Posted by R. H. Kanakia on March 29, 2013

28002-rollover-accidents-2Nowadays, I start writing a lot of stories before I find the one that I actually want to carry through and finish. It’s kind of an illness, actually. I’ll flesh out entire stories, with characters and settings and interesting voices and neat premises, but there’ll be one element missing (usually the ending) and I’ll think about it for awhile and realize, “Ehh, this doesn’t really interest me.”

I’ll know that, if I wanted to, I could push through and finish the thing, but what would be the point? I’m not entirely sure that this is a beneficial development. It certainly hampers my productivity. A year or two ago, I definitely would’ve finished most of these stories, and maybe some of them would’ve turned out great!

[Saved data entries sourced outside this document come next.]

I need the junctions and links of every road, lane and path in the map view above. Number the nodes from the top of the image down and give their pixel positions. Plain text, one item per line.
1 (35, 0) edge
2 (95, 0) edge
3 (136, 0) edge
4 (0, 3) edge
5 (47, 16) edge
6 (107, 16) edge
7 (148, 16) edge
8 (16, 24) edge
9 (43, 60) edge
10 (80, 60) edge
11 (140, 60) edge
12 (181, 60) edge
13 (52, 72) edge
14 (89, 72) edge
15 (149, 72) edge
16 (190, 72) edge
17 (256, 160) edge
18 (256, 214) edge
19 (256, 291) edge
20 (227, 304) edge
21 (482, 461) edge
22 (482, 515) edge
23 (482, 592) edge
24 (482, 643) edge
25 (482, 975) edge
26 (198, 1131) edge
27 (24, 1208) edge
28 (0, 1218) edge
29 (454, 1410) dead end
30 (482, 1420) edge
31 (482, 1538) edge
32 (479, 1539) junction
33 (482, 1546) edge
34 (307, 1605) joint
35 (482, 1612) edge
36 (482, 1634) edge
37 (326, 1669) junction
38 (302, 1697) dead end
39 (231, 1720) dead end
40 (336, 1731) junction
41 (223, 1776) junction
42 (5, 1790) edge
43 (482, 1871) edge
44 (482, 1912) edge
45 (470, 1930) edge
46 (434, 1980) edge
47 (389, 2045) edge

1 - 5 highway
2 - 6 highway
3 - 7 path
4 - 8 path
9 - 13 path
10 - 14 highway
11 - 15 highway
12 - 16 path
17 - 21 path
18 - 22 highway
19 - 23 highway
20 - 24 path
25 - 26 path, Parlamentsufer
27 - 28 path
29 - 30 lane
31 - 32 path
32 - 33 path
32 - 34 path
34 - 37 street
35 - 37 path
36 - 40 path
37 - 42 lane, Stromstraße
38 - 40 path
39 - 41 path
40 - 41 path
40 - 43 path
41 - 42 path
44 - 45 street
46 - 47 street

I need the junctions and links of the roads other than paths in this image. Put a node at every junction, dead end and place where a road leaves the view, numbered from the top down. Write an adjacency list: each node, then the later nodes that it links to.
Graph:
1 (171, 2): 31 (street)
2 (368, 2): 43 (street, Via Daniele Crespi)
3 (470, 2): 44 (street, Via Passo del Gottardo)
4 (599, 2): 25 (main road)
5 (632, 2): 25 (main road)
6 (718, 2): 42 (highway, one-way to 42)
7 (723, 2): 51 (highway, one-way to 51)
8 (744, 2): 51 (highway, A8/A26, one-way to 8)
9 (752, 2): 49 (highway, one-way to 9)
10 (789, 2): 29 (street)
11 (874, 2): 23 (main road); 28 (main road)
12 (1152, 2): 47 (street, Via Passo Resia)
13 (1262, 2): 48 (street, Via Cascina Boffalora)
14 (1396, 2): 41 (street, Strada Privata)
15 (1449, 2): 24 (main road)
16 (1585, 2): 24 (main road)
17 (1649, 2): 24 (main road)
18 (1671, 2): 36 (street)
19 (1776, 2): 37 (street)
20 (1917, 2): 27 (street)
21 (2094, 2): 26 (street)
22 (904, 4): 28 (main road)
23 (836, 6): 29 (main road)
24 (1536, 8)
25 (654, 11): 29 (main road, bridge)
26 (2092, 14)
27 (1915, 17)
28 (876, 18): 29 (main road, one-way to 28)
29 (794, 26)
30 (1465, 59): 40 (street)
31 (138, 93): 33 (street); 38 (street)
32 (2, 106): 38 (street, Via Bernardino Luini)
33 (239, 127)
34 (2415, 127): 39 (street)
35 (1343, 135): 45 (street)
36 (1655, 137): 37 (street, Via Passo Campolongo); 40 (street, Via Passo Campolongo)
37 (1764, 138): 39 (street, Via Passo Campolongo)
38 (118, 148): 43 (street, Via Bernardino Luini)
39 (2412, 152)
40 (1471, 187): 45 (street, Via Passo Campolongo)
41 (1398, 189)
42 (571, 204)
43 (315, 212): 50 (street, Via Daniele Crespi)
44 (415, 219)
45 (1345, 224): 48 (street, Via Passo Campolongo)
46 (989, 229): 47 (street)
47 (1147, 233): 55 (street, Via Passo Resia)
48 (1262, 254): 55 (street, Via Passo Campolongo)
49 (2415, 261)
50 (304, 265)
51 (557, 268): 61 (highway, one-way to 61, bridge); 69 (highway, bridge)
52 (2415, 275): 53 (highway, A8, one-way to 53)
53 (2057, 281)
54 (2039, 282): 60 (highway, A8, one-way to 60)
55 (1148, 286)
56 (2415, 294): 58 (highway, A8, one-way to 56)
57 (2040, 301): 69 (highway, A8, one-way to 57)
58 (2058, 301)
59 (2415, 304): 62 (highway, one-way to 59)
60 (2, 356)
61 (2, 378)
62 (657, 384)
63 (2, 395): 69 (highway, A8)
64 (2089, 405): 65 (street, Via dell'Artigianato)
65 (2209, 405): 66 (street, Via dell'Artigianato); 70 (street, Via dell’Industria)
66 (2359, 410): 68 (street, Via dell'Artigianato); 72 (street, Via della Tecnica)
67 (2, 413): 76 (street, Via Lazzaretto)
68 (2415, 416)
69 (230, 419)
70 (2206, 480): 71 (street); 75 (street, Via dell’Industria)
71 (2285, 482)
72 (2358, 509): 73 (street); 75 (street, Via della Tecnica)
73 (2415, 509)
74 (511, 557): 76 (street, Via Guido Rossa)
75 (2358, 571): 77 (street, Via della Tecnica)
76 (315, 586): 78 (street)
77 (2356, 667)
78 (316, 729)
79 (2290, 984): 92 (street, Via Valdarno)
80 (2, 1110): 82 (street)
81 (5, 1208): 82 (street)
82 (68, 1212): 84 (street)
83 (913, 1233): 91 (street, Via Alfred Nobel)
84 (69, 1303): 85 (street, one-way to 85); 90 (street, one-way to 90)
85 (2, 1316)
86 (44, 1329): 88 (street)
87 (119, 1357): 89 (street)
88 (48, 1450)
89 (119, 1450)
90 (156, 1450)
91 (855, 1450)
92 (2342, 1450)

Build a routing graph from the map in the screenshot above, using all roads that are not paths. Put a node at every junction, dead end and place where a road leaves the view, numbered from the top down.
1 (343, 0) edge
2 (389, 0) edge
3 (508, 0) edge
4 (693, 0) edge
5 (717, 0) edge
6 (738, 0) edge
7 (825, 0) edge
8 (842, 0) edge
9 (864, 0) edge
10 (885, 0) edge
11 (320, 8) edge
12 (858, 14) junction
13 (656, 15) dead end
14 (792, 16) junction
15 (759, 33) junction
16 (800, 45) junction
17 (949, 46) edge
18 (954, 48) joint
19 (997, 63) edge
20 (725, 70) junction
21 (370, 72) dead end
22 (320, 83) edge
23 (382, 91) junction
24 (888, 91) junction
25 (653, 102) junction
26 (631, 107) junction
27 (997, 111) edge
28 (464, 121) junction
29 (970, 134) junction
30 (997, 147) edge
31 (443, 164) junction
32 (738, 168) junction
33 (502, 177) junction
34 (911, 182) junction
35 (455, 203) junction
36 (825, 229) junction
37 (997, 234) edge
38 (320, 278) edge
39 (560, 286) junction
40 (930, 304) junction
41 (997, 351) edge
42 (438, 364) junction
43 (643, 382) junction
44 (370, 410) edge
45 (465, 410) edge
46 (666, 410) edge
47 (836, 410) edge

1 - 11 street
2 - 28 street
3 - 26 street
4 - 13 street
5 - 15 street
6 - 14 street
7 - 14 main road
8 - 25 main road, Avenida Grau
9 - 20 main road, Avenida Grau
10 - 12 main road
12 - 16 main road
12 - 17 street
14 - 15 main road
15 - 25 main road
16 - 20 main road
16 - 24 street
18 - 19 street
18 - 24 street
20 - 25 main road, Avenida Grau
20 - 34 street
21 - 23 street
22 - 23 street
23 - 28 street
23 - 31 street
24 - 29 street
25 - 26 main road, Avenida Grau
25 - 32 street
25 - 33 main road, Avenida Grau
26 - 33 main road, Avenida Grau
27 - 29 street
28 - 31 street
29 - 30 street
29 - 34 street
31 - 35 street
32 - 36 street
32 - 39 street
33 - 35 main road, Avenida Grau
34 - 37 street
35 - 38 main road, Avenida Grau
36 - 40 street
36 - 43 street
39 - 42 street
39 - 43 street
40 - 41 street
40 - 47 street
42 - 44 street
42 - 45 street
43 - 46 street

Also, there’s a fair amount of despair involved in the process. When you’re operated off a hazy internal sense like, “Am I interested in writing this?” it’s like you’re praying to this unfathomable god that communicates to you in these very obscure symbols. When I am in the depths of a search for a new story, I sometimes start to wonder if there’s any story that I am really interested in writing.

To date, I’ve always come up out of that agony with a story that interests me, but it might not always happen. I would like to see, sometime, what would happen if I pushed through and wrote one of the other stories. I think there is some value in pushing through. Early in my career, I wasn’t nearly as in touch with my sense of inspiration, and I did a lot of pushing through, and I think it helped me to get through some troubled times.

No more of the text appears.